● Task statement: Please tally every line in the listing below where the word "West" appears, then give the number and nothing more.
--- START ---
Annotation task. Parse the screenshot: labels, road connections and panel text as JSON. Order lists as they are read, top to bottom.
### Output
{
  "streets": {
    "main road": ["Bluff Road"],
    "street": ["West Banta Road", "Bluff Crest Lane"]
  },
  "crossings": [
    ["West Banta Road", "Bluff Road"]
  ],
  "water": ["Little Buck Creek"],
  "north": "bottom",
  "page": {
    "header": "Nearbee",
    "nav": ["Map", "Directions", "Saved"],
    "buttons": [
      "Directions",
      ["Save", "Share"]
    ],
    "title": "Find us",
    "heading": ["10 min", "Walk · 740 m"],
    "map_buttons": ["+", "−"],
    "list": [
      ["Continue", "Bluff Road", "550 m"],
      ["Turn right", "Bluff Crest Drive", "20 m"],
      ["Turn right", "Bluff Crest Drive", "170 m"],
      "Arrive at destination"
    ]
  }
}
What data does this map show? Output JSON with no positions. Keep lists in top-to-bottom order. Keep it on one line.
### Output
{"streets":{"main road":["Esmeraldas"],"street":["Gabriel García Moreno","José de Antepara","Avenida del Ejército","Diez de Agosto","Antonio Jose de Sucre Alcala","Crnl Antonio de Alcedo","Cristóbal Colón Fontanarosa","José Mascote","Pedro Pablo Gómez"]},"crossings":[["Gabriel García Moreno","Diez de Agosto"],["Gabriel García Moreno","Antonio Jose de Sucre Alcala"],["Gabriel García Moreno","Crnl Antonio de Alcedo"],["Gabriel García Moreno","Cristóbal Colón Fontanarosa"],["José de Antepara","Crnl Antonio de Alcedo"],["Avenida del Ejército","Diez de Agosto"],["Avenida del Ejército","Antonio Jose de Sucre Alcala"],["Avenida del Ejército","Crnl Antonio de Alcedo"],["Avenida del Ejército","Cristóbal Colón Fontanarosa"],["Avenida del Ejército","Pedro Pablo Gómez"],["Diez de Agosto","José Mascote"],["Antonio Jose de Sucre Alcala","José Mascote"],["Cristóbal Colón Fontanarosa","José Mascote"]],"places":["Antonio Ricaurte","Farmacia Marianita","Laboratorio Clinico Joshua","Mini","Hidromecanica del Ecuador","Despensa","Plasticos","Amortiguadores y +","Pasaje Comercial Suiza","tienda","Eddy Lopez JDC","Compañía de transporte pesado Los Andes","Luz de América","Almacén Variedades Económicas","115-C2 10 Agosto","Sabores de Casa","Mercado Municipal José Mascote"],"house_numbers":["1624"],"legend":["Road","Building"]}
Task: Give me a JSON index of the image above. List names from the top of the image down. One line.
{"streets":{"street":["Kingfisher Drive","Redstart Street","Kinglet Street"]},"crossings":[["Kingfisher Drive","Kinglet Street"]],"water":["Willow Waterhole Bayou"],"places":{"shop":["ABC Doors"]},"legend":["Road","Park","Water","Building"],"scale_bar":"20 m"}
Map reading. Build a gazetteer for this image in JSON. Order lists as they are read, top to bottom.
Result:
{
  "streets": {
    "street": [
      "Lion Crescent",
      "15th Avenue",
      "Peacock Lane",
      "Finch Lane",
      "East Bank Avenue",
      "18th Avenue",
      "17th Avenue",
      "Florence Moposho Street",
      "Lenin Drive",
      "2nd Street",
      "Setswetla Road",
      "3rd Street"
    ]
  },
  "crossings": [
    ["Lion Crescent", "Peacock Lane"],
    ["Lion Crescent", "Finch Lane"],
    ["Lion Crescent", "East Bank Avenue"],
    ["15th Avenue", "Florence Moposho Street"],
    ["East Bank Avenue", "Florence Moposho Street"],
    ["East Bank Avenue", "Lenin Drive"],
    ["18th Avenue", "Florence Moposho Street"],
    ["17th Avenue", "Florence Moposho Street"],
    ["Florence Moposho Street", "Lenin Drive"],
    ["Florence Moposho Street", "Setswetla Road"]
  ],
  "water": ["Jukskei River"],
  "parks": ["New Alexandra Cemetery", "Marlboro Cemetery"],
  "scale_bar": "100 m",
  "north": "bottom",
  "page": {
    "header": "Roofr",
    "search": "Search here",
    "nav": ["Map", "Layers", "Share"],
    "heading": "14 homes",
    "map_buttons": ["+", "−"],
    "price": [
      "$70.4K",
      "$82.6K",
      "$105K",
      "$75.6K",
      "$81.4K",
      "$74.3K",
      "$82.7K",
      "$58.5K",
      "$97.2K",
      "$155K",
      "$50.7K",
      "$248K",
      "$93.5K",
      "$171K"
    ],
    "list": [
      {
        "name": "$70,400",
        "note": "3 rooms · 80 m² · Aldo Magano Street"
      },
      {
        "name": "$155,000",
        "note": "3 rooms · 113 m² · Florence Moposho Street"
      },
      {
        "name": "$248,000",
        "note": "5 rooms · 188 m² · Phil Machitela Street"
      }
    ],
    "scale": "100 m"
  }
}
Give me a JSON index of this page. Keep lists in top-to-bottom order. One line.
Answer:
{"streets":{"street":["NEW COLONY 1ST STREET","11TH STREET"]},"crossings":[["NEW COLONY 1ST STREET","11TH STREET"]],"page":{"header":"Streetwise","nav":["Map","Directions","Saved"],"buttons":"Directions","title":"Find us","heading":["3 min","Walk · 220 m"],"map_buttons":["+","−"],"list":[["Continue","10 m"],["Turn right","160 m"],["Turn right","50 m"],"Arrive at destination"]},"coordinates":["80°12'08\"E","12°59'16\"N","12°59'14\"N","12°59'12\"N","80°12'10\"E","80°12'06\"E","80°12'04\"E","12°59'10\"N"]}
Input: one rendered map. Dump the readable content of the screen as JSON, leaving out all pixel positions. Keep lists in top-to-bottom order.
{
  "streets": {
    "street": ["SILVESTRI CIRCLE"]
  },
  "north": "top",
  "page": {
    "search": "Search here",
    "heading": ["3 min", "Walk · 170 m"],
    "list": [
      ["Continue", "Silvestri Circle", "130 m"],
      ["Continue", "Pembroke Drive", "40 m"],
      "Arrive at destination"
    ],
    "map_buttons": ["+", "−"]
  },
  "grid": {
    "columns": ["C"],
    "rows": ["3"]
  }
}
--- END ---
● Result for this exercise: 2